# Your objective
From the entries provided below, copy each line that contains the word "every".

■ ■ ■ ■ ■ ■ ■

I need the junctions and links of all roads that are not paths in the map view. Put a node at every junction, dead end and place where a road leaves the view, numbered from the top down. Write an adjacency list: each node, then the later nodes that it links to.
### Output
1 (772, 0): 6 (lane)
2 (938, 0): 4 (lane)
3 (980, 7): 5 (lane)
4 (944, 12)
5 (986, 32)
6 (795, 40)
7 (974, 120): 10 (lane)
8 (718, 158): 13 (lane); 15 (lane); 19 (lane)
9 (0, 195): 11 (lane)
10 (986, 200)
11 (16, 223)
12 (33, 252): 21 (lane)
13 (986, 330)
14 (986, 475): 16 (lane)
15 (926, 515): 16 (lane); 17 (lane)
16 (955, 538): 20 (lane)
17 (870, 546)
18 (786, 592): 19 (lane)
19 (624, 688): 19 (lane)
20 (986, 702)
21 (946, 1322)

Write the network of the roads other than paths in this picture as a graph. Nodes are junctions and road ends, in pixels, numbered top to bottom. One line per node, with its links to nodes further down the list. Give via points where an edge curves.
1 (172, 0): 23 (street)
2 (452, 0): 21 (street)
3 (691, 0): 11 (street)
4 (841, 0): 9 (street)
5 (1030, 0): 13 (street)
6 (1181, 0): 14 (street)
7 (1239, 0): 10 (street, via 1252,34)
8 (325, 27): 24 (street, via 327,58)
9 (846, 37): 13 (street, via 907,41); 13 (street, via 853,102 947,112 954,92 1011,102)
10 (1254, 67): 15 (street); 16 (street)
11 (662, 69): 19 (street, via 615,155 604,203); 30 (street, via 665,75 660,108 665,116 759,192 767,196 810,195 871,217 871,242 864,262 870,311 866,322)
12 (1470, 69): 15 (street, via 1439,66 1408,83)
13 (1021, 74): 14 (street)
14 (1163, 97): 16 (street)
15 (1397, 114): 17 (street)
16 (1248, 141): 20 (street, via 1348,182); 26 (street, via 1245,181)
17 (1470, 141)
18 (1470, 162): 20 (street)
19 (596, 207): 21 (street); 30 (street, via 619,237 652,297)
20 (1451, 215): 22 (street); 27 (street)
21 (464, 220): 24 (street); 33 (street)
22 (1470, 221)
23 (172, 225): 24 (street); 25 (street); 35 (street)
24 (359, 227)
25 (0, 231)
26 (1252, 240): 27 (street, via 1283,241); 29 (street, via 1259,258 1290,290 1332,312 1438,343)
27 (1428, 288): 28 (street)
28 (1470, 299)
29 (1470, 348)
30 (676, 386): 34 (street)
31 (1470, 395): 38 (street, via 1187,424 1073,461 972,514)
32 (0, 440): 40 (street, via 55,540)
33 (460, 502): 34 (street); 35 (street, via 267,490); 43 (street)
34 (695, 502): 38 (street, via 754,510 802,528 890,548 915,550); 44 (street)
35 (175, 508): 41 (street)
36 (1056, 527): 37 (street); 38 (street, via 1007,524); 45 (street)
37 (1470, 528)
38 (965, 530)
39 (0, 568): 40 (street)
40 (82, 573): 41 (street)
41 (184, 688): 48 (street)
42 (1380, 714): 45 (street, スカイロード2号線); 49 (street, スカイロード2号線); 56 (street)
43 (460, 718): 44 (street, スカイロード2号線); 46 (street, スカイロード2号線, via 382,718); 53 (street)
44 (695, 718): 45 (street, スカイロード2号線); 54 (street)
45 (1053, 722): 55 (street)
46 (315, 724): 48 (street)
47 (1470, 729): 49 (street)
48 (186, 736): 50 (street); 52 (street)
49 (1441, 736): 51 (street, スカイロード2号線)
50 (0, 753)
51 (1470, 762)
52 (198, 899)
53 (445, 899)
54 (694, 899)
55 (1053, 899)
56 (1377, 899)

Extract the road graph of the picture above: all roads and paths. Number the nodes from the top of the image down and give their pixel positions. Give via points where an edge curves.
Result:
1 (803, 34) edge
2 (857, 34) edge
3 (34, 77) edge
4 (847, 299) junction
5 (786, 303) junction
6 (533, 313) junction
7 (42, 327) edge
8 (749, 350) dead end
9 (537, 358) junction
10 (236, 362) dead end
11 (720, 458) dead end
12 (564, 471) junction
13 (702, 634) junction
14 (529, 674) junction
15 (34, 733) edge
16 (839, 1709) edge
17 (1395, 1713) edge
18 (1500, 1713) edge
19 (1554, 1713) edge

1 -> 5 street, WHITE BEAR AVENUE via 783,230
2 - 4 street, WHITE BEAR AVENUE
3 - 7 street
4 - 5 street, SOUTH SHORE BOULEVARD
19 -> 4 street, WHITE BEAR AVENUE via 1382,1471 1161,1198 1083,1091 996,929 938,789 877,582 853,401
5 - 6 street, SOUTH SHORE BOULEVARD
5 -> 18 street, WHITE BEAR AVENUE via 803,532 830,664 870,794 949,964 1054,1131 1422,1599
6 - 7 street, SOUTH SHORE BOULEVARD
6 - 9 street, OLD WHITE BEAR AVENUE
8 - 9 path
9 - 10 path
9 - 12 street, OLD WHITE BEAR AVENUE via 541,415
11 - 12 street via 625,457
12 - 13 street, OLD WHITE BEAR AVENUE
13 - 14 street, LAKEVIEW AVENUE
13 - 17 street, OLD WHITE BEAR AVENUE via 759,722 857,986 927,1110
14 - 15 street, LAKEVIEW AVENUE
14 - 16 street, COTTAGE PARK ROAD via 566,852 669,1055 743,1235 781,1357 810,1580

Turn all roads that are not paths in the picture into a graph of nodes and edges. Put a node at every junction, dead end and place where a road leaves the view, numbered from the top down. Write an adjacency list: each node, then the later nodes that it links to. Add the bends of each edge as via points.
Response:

■ ■ ■ ■ ■ ■ ■

# Finished task
I need the junctions and links of all roads that are not paths in the map view. Put a node at every junction, dead end and place where a road leaves the view, numbered from the top down. Write an adjacency list: each node, then the later nodes that it links to.
Turn all roads that are not paths in the picture into a graph of nodes and edges. Put a node at every junction, dead end and place where a road leaves the view, numbered from the top down. Write an adjacency list: each node, then the later nodes that it links to. Add the bends of each edge as via points.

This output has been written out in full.